With moments of silence, pure, and dark. The subtle sounds of piano and violins. And the crashing of the brass as a friend or roommate would open a door and light would crash in. Swallows and birds and gulls and waves all pouring through and covering my mind in unknown noise. And then again back, away from the crescendo and the finale. The birds falling out of the air dying like leaden filled raindrops. All on the ground, then finally turned to dust and some feathers clinging to my face and hair and falling asleep.

I awoke and spent some time in the washroom brushing my teeth and staring at the old white tub and the sounds of water and showering. I left in a hurry. I love the idea of living in the city. And being able to leap forward and be on the street in the bustle of all the people. Its an activity in itself. Wandering and following instinct and intuition towards a cafe or alley. Reading on a step or stone. Absorbing the sun. I walked along in a t-shirt and jeans. Listening to Ratatat, The Strokes, The Arcade Fire, and Albert Hammond Jr. on my ipod.

Along the second journey which was just me, I walked into a crypt of St. Andrew's church and discovered an art exhibition of Mexican Avant Garde Artists. In the crypt, along with the dead, there were screens with projectors showing rats running across. Stills of shadows and candles dripping wax. Sounds of people crying and mumbles and I found a dark room with a chair and lit candles and the dead resting peacefully. Where I started off blankly for a long time but couldn't think of anything meaningful. So i thought the dead were really dead here. So long cemented in these tombs of brick and mortar. Taken care of by old men with an old religion. I left.

The theme of dead was rising as the sun hid beneath clouds. Walking more lost and in circles and wide arcs from Reim's I found a graveyard wishing silently to myself the night before that I would like to see an old graveyard. This one had the bones of William Blake resting coldly in the green moss covered ground. Bunhill Fields. Away from the graveyard I went into one pub looking for a meal of fish and chips. But the two men were confused at my accent and then told me that they only had sandwiches. An alley I walked through. And I was getting cold in my t-shirt. I stumbled upon an American Apparel. Which, I had also been secretly searching for. Out of nowhere it appeared and I explored the London store. Which was nice but the women not as attractive. I bought a hoodie and a shirt and left again. From here I managed to walk all the way to Liverpool Street Station.

A bit of a distance. In the sun and wind. Tall buildings from both sides. Shooting up like a small New York Skyline. I road the train to King's Cross. I took a nap in the sunlight on Reim's bed listening to Badly Drawn Boy and warmed my toes scribbling notes about the days and sights and sounds.

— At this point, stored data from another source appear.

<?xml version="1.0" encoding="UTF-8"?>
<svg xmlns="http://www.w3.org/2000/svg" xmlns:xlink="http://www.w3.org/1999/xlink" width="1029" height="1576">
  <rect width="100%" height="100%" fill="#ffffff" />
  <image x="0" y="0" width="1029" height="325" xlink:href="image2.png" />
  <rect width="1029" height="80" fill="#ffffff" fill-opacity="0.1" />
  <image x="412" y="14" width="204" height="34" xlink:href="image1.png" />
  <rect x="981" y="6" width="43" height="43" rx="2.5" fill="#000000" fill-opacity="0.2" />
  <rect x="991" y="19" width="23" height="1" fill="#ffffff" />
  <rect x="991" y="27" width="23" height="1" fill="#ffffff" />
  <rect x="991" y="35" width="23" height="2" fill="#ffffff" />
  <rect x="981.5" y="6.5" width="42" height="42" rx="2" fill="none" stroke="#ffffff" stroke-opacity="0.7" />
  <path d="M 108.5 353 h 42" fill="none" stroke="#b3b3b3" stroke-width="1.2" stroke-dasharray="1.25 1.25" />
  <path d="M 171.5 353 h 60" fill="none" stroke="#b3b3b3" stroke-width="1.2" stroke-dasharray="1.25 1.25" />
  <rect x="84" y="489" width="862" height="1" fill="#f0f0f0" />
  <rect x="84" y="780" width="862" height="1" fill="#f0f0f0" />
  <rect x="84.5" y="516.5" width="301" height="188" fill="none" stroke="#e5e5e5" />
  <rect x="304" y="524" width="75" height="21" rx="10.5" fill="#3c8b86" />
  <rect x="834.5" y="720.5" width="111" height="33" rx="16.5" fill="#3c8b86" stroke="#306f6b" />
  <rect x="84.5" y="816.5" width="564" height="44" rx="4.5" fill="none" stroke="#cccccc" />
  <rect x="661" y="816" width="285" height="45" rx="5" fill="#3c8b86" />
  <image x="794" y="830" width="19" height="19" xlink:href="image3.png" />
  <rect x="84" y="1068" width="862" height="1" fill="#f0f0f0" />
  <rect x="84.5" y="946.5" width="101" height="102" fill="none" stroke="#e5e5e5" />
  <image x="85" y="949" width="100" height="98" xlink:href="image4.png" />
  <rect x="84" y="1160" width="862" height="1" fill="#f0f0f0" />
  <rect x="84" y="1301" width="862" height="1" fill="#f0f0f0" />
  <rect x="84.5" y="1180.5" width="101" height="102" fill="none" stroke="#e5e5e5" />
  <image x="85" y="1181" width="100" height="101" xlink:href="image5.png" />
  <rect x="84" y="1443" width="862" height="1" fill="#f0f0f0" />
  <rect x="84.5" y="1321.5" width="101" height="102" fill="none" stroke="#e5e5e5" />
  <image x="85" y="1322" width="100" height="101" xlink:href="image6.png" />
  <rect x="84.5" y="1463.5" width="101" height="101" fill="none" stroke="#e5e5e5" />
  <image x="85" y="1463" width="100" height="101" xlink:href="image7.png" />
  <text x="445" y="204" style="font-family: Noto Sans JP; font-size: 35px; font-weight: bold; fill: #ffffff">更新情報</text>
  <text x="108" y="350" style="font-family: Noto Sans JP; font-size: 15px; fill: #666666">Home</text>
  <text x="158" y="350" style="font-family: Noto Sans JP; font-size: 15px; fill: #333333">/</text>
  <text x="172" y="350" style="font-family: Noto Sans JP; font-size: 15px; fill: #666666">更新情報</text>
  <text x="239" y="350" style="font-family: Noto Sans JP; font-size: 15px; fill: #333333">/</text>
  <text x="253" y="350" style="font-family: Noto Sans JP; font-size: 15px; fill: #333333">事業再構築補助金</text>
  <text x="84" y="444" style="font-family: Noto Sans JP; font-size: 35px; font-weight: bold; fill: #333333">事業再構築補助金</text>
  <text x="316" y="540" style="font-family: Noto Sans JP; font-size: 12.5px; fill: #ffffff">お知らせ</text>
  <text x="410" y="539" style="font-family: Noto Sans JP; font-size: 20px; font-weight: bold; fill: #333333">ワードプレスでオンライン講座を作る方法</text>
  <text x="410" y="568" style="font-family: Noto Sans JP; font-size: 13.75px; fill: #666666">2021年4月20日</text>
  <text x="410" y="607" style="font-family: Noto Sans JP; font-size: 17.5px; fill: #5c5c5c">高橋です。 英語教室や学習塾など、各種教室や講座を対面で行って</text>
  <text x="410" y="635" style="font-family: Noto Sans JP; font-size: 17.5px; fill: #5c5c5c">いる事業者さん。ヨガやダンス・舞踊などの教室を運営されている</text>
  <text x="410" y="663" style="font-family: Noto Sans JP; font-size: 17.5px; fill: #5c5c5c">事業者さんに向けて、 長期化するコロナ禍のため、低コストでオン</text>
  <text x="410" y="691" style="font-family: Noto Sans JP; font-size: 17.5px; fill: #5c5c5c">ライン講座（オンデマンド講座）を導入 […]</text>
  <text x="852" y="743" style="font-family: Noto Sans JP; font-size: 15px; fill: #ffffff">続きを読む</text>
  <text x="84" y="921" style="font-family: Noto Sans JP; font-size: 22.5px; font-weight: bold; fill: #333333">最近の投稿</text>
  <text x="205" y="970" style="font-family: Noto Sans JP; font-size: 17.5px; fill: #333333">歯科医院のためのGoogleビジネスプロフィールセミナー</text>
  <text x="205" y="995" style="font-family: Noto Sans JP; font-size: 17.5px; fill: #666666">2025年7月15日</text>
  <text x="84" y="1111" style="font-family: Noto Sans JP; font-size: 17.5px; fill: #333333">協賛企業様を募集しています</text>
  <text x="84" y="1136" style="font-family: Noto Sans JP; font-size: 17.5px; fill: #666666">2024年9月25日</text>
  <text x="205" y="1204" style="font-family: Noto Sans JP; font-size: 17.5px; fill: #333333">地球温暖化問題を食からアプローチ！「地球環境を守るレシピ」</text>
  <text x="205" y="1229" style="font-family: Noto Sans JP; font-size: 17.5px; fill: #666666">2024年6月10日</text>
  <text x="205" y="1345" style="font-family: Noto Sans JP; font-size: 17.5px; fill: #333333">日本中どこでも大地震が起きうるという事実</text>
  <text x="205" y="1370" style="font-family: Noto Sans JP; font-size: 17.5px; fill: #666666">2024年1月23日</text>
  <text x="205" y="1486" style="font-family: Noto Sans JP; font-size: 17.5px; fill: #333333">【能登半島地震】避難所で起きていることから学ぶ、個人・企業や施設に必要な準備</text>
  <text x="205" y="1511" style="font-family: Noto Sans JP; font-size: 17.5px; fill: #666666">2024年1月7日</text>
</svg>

"I'm lying in Reim's bed. The window across from me closed but I can see the clouds drifting by. I woke up this morning and left the dormitories and just started walking. From the top of the building I can see a large Ferris Wheel. It lights up at night."

-from red Goethe notebook

At night Reim and I traveled to Brick Lane. A long street of Bengali shops that serve delicious curry amidst Las Vegas style Neon lights, Muslims running to prayer, graffiti and men milling about who try convincingly to get passerby's into their particular shop. I hung about looking like a drug dealer. Watching the men go to prayer as Reim went herself and came running back in rushed excitement for me to come with her. Inside I observed them praying and from the top in the dark down into the light of the bottom floor. Then rushed out as the men finished and came out themselves. We ate curry in a place lit by neon blue. Lamb curry on rice and sighed in contentment. I wondered how God factors into relationships between people. How those of faith even live amongst those disbelievers. And I am a non-believer and wonder ever woefully that this world is a real place and the earth is worms and nothing after death. Am I just a vagrant or thief. A man of no grace in the eyes of those with faith. And strangely not resolving it but it sitting there in my mind. I couldn't figure it out.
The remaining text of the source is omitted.